Jakarta, EDITOR.ID,- Ulama besar yang juga Ketua Umum Majelis Ulama Indonesia (MUI) KH Anwar Iskandar, menilai penanganan Polda Metro Jaya dalam kasus tudingan ijazah palsu yang dilaporkan Presiden ke-7 RI Joko Widodo (Jokowi), sudah tepat. Penetapan tersangka dinilai dilakukan secara proporsional.
Pengasuh Pesantren Al-Amien Kota Kediri ini menegaskan, kebebasan berpendapat tetap harus dijalankan dengan penuh tanggung jawab. Menurutnya, kritik tidak boleh disalahgunakan menjadi caci maki atau tuduhan tanpa dasar.
“Sudah tepat supaya menjadi pelajaran bagi siapapun agar tidak menyalahgunakan kebebasan berpendapat justru untuk mencaci maki,” ujar Kiai Anwar dalam keterangannya, Senin (10/11/2025). Ia menyebut langkah kepolisian diharapkan dapat menjadi contoh penegakan hukum yang berkeadilan.
Siapapun tidak boleh mencaci maki orang lain. Apalagi seorang mantan kepala negara yang dihormati rakyat Indonesia.
Kiai besar Nahdlatul Ulama ini juga mendukung dan mendoakan untuk Jokowi. “Semoga Pak Jokowi selalu diberikan kesehatan lahir dan batin,” ujar kiai yang sempat menimba ilmu di Pondok Pesantren Lirboyo Kediri, Jawa Timur, Pondok Al-Falah, Sarang, Rembang, hingga Pondok Minggen, Demak, Jawa Tengah.
Sebelumnya, Polda Metro Jaya menetapkan delapan orang sebagai tersangka dalam kasus tudingan ijazah palsu Jokowi. Salah satu tersangka dalam perkara tersebut adalah penggiat media sosial Roy Suryo.
Kapolda Metro Jaya Irjen Asep Edi Suheri mengatakan penetapan tersangka dilakukan setelah asistensi dan gelar perkara. Prosesnya melibatkan unsur internal dan eksternal untuk memastikan langkah penyidik sesuai aturan.
“Polda Metro Jaya telah menetapkan delapan orang tersangka dalam perkara pencemaran nama baik, fitnah, dan manipulasi data,” ujar Irjen Asep Edi Suheri dalam konferensi pers di gedung Ditreskrimum Mapolda Metro Jaya, Jakarta Selatan.
Ia menjelaskan, pelaporan perkara itu dilakukan langsung oleh Presiden Joko Widodo.
Kapolda menyampaikan penetapan tersangka itu telah melalui asistensi dan gelar perkara yang melibatkan internal dan eksternal.
Kapolda menyebut delapan tersangka dibagi menjadi dua klaster dengan jeratan pasal berlapis.
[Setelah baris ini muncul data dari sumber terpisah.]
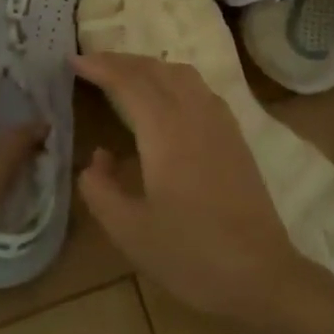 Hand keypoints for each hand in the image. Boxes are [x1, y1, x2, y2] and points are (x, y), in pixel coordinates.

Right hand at [74, 52, 306, 324]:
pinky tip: (167, 99)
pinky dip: (174, 79)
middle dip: (121, 60)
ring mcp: (220, 122)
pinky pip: (200, 89)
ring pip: (181, 74)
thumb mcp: (130, 231)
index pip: (129, 82)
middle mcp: (194, 113)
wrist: (259, 273)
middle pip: (155, 70)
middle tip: (92, 62)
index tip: (73, 60)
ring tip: (125, 75)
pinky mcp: (235, 135)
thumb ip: (101, 190)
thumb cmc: (190, 254)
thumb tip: (96, 158)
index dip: (100, 67)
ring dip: (149, 66)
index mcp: (166, 130) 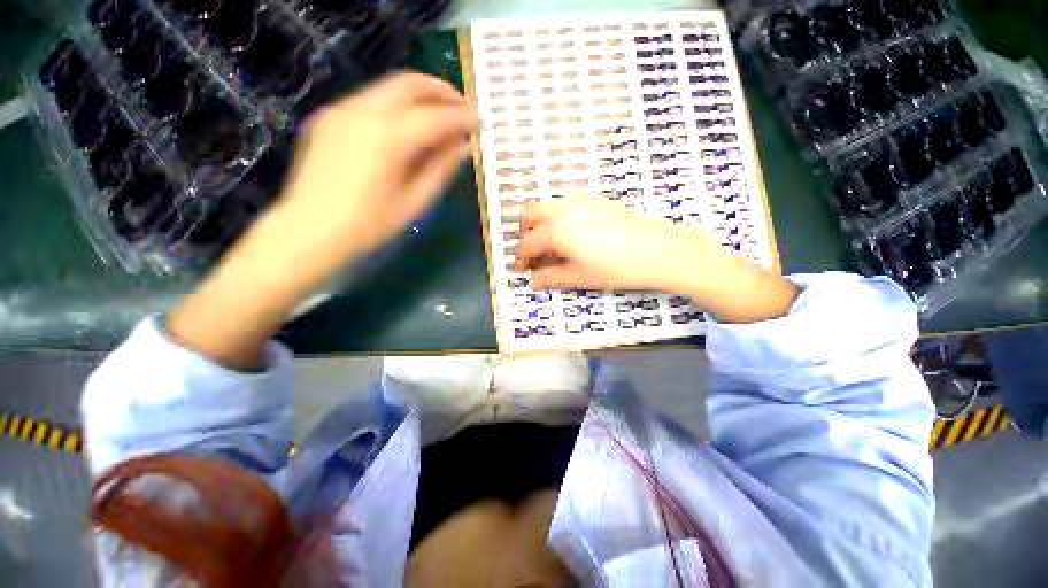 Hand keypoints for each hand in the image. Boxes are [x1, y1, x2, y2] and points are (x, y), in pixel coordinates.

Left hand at [169, 72, 477, 368]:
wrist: (298, 242)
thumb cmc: (359, 235)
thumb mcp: (410, 210)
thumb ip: (438, 173)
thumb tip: (461, 150)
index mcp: (385, 145)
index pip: (436, 118)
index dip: (463, 120)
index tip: (481, 126)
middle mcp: (361, 118)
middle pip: (411, 88)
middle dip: (443, 94)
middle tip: (466, 110)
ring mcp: (340, 117)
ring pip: (390, 89)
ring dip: (421, 97)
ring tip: (445, 114)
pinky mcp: (329, 124)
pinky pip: (373, 103)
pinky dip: (399, 106)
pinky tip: (411, 126)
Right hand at [514, 195, 798, 322]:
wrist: (659, 250)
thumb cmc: (617, 268)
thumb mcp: (580, 277)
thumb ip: (551, 276)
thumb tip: (534, 280)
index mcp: (557, 230)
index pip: (527, 243)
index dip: (520, 258)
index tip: (522, 270)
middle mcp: (564, 208)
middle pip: (530, 214)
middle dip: (524, 233)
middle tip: (532, 254)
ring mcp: (580, 200)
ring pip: (547, 205)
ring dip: (540, 223)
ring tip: (550, 245)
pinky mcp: (595, 199)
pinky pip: (565, 203)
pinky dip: (557, 217)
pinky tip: (570, 235)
Mereka dijerat pasal pencemaran nama baik, fitnah, penghasutan, serta pelanggaran Undang-Undang Informasi dan Transaksi Elektronik.
Kapolda menyebut tersangka klaster pertama dalam kasus ini terdiri dari 5 orang. Mereka dikenakan pasal pencemaran nama baik, fitnah, hingga penyebaran dokumen elektronik dengan tujuan menghasut.
“Lima tersangka dari klaster pertama atas nama ES, KTR, MRF, RE dan DHL. Untuk tersangka dari klaster ini dikenakan Pasal 310 dan/atau Pasal 311 dan/atau Pasal 160 KUHP dan/atau Pasal 27A juncto Pasal 45 ayat 4 dan/atau Pasal 28 ayat 2 juncto Pasal 45A ayat 2 UU ITE,” ujar Irjen Asep Edi.
Adapun Pasal 310 KUHP mengatur soal pencemaran/penghinaan, sedangkan pasal 311 KUHP tentang fitnah. Sementara itu, pasal 160 KUHP mengatur penghasutan di muka umum. Pasal UU ITE yang dijerat kepada delapan tersangka mengatur pidana penyebaran dokumen elektronik tanpa hak dengan tujuan menghasut dan menimbulkan kebencian, hingga manipulasi informasi atau data elektronik agar dianggap seolah-olah otentik.
Tersangka dari klaster kedua terdiri dari 3 orang. Pasal yang dikenakan juga berlapis.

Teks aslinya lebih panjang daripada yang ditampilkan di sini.